I've mentioned before that I like the Brenda Ueland book If You Want to Write. She's encouraging and energetic, and reading her book is like having coffee with a friend who happens to know a lot about writers. Now I'm reading another venerable book on writing, John Gardner's The Art of Fiction. His style is more academic, which makes sense because he taught writing for years. He amazes me with his ability to break apart the process and offer suggestions about each step and how to put it all back together. He talks about basic facets of writing, like vocabulary and sentence structure, and more challenging things, like "profluence," which I understand to be the forward motion of the story, plot basically, though not all plot moves forward, as in some experimental, surrealistic stories where the stasis is the plot, thinking here of Gardner's description of Waiting for Godot, a classic drama built on the idea of stasis. As I read, I think often, gee, I must remember that bit of advice as I'm constructing the next story--the one in my notebook that has come to me in pieces as I'm drifting off to sleep.

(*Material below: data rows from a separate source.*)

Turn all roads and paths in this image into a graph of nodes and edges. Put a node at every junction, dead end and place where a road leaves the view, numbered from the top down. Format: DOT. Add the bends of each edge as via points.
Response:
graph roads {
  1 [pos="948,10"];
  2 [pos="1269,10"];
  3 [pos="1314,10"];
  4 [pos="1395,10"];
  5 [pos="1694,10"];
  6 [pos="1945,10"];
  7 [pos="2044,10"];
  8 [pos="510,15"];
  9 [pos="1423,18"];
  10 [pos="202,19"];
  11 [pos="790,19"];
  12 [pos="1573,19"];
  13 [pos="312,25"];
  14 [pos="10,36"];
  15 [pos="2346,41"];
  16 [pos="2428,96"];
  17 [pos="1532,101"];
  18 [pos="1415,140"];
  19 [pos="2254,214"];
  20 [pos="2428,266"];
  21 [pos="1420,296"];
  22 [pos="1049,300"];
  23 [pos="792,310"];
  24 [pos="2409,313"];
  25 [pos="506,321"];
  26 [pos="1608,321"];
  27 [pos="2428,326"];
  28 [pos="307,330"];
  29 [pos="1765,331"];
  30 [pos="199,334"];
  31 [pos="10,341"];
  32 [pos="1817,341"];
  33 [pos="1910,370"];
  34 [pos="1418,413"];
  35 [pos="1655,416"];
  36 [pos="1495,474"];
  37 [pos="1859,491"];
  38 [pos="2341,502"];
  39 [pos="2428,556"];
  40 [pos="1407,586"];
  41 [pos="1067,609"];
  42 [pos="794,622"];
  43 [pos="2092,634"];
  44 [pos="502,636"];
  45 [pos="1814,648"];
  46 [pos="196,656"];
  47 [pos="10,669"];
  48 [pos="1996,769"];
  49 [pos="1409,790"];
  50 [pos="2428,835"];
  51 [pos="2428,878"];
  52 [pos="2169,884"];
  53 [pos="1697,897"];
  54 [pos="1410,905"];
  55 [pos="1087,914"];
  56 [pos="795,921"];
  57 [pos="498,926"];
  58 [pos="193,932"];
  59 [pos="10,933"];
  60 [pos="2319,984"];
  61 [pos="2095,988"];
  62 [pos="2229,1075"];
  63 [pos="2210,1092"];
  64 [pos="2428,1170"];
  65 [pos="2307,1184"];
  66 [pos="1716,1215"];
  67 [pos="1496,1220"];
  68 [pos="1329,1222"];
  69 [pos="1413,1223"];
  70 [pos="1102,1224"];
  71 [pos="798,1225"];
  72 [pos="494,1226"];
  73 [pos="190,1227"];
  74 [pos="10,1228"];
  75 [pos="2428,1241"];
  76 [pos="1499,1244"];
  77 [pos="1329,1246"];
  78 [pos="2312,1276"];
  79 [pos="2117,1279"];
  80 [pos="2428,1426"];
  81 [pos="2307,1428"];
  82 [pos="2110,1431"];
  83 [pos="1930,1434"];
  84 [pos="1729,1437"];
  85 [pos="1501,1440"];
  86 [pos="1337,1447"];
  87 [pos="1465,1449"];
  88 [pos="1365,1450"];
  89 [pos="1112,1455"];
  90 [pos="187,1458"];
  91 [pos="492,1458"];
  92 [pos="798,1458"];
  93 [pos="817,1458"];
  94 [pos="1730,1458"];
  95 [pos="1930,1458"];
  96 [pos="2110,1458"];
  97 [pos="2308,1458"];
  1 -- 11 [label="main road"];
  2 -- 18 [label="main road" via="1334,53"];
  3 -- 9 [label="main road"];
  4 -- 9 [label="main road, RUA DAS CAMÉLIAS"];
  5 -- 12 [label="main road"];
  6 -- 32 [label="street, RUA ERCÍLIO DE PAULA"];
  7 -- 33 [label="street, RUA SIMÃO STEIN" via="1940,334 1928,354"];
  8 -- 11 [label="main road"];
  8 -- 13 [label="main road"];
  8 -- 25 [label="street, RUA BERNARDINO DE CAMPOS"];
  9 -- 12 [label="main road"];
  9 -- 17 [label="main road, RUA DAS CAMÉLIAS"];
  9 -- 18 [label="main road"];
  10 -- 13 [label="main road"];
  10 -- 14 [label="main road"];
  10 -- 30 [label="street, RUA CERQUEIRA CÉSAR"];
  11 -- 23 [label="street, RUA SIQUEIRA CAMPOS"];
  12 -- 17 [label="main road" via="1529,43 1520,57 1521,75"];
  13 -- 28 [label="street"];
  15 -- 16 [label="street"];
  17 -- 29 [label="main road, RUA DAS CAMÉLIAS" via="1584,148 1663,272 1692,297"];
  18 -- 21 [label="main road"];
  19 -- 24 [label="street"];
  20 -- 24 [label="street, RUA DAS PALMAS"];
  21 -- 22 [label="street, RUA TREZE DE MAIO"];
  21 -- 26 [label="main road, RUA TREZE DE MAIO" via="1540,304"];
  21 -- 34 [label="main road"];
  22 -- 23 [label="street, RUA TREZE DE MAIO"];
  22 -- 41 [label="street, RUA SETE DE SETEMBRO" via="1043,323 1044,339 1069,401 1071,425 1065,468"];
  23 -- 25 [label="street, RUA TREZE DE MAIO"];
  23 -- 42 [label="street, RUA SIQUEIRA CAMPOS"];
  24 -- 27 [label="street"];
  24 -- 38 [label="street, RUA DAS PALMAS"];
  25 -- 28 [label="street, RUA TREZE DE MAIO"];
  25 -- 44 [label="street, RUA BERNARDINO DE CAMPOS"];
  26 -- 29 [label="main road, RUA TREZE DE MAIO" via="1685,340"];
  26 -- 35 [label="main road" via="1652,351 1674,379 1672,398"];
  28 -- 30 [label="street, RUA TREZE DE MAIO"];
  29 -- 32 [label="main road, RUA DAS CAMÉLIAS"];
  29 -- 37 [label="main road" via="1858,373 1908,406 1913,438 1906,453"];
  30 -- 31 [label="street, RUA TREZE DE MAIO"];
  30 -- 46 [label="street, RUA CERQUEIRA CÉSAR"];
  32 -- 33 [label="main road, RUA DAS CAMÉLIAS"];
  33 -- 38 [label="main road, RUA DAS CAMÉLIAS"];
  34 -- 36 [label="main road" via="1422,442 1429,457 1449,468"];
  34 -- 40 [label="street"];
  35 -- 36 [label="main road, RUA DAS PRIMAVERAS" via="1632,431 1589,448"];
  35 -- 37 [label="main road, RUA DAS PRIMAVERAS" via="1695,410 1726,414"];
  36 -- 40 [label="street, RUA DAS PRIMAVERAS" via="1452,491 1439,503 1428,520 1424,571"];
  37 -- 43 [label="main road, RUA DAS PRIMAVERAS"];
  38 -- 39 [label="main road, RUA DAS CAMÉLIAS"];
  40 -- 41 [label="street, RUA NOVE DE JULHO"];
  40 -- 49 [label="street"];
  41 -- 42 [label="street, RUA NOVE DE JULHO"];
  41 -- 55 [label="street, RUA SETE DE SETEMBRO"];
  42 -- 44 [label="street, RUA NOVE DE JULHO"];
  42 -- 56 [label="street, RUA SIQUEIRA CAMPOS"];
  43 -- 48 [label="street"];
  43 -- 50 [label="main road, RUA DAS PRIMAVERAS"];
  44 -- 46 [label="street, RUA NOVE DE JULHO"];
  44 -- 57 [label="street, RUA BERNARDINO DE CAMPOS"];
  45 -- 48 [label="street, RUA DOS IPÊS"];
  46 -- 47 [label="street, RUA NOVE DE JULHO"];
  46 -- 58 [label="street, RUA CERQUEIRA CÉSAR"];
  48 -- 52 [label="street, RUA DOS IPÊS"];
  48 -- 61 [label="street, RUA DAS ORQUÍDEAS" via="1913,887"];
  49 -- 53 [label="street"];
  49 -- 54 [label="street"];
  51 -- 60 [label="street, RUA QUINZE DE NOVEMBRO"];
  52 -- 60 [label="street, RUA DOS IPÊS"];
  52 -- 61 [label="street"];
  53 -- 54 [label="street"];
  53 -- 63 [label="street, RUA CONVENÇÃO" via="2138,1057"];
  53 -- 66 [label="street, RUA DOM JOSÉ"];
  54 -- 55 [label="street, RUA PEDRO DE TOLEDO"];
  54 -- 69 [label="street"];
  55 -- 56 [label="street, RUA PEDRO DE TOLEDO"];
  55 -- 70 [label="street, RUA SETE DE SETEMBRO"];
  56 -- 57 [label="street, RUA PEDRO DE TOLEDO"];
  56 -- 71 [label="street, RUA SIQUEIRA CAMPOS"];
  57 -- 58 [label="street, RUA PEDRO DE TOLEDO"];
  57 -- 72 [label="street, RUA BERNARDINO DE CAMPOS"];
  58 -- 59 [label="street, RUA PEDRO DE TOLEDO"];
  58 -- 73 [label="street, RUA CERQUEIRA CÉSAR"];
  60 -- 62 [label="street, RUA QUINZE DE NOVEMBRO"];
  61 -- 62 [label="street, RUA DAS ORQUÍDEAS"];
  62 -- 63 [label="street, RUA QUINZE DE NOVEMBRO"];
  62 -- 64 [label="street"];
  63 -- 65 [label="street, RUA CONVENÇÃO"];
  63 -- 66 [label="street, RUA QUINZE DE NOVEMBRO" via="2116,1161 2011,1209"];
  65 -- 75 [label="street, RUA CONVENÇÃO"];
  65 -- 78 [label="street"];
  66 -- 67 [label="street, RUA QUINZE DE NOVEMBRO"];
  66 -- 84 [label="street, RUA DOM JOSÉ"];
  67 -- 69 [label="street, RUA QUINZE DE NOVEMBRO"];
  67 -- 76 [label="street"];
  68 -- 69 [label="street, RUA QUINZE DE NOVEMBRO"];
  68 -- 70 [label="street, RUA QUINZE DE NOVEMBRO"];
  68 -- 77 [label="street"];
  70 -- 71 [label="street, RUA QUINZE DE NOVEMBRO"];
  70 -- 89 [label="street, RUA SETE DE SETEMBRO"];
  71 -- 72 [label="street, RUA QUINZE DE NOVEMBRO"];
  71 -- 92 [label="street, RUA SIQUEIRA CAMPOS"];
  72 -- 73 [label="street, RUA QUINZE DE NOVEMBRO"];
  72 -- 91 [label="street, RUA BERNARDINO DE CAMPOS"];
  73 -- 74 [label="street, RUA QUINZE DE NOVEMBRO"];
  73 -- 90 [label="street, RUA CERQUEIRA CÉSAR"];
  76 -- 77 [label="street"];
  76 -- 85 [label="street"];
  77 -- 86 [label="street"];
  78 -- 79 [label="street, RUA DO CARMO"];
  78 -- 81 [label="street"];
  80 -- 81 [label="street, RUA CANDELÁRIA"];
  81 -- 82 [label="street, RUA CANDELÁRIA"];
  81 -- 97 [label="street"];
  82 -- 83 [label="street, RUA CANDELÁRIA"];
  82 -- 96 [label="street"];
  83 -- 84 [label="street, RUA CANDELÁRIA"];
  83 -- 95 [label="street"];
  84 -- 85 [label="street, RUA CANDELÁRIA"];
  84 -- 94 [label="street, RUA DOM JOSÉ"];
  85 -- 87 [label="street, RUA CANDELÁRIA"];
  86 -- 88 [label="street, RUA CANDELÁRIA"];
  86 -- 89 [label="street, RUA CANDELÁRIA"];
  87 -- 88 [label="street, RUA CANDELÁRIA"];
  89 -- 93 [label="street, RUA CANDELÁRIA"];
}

Reading about writing entertains and educates me. However, when I sit in my big chair with the notebook in my lap, I don't think about the lessons from other, more adept writers. I think about my characters and how they got into the fix they're in and how they will get out of it. I hope that the new techniques I learn will seep in, creep in, find a niche and take root, but I don't want to write by checklist. That would interfere with the discovery of what a particular poem or story might be. For instance, the one I'm working on has a comedic tone, but a serious undercurrent to it. The challenge of allowing both elements to survive fascinates me, as do the two main characters and the bizarre situation they are grappling with. I am holding back a little before I commit the story to print, because I figure that with one more night's sleep, I'll have all I need to start fleshing out the bones, to take Mike and Lou out of the notebook and put them in the computer. Wish me luck.